[Collected data]
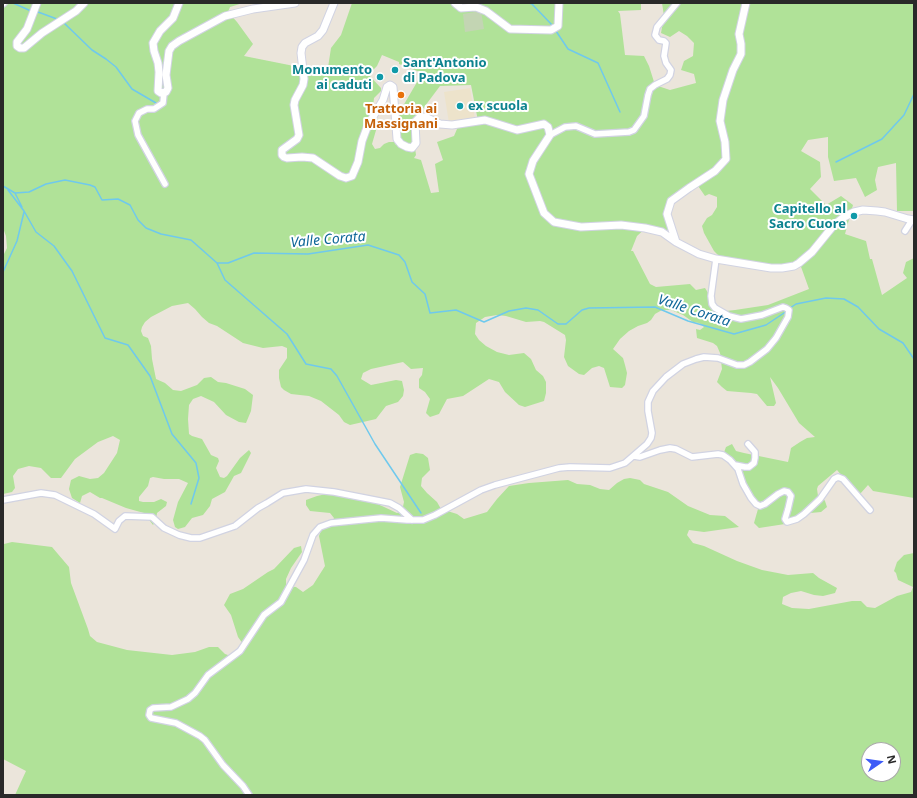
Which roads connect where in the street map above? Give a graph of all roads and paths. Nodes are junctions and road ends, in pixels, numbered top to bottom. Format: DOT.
graph roads {
  1 [pos="37,3"];
  2 [pos="84,3"];
  3 [pos="178,3"];
  4 [pos="295,3"];
  5 [pos="334,3"];
  6 [pos="455,3"];
  7 [pos="559,3"];
  8 [pos="677,3"];
  9 [pos="746,3"];
  10 [pos="162,93"];
  11 [pos="550,135"];
  12 [pos="165,184"];
  13 [pos="913,220"];
  14 [pos="905,231"];
  15 [pos="676,242"];
  16 [pos="716,259"];
  17 [pos="748,444"];
  18 [pos="634,456"];
  19 [pos="735,465"];
  20 [pos="3,500"];
  21 [pos="870,510"];
  22 [pos="412,520"];
  23 [pos="248,795"];
  1 -- 2 [label="street"];
  3 -- 10 [label="street"];
  4 -- 10 [label="street"];
  5 -- 11 [label="street"];
  6 -- 7 [label="street"];
  8 -- 11 [label="street"];
  9 -- 15 [label="street"];
  10 -- 12 [label="street"];
  11 -- 15 [label="street"];
  13 -- 14 [label="street"];
  13 -- 16 [label="street"];
  15 -- 16 [label="street"];
  16 -- 18 [label="street"];
  17 -- 19 [label="street"];
  18 -- 19 [label="street"];
  18 -- 22 [label="street"];
  19 -- 21 [label="street"];
  20 -- 22 [label="street"];
  22 -- 23 [label="street"];
}
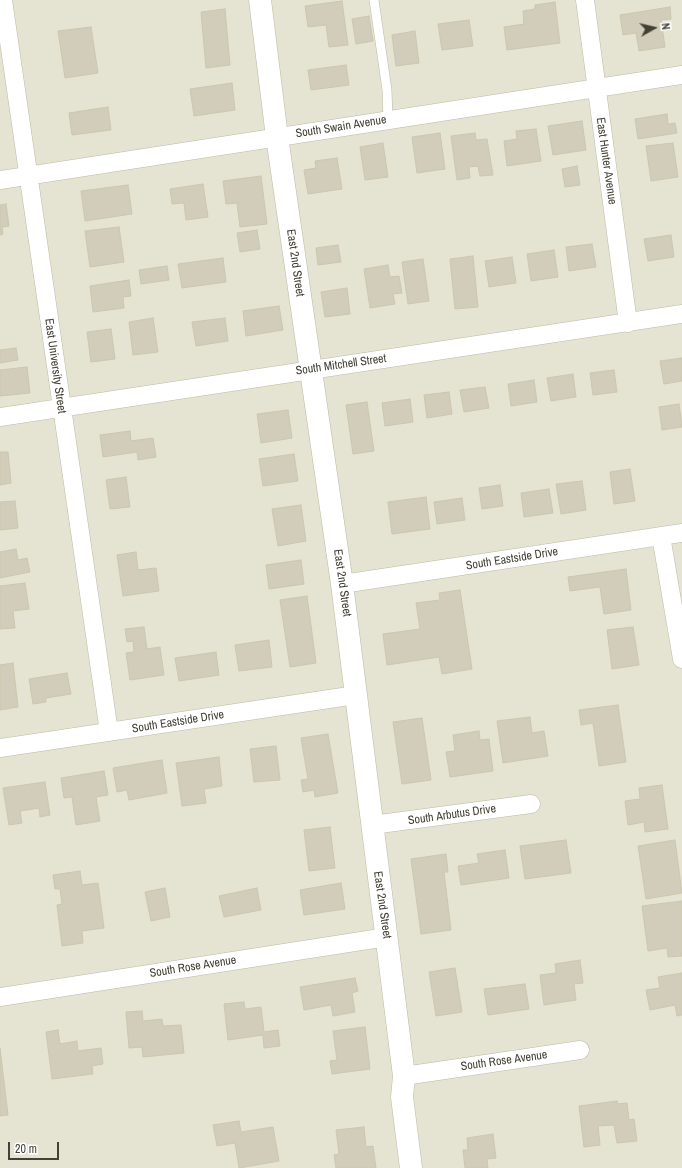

* _WORK TASK_: Each entry above must be printed exactly, apart from its pictures.

* _RESPONSE AREA_:
Which roads connect where in the street map above? Give a graph of all roads and paths. Nodes are junctions and road ends, in pixels, numbered top to bottom. Format: DOT.
graph roads {
  1 [pos="37,3"];
  2 [pos="84,3"];
  3 [pos="178,3"];
  4 [pos="295,3"];
  5 [pos="334,3"];
  6 [pos="455,3"];
  7 [pos="559,3"];
  8 [pos="677,3"];
  9 [pos="746,3"];
  10 [pos="162,93"];
  11 [pos="550,135"];
  12 [pos="165,184"];
  13 [pos="913,220"];
  14 [pos="905,231"];
  15 [pos="676,242"];
  16 [pos="716,259"];
  17 [pos="748,444"];
  18 [pos="634,456"];
  19 [pos="735,465"];
  20 [pos="3,500"];
  21 [pos="870,510"];
  22 [pos="412,520"];
  23 [pos="248,795"];
  1 -- 2 [label="street"];
  3 -- 10 [label="street"];
  4 -- 10 [label="street"];
  5 -- 11 [label="street"];
  6 -- 7 [label="street"];
  8 -- 11 [label="street"];
  9 -- 15 [label="street"];
  10 -- 12 [label="street"];
  11 -- 15 [label="street"];
  13 -- 14 [label="street"];
  13 -- 16 [label="street"];
  15 -- 16 [label="street"];
  16 -- 18 [label="street"];
  17 -- 19 [label="street"];
  18 -- 19 [label="street"];
  18 -- 22 [label="street"];
  19 -- 21 [label="street"];
  20 -- 22 [label="street"];
  22 -- 23 [label="street"];
}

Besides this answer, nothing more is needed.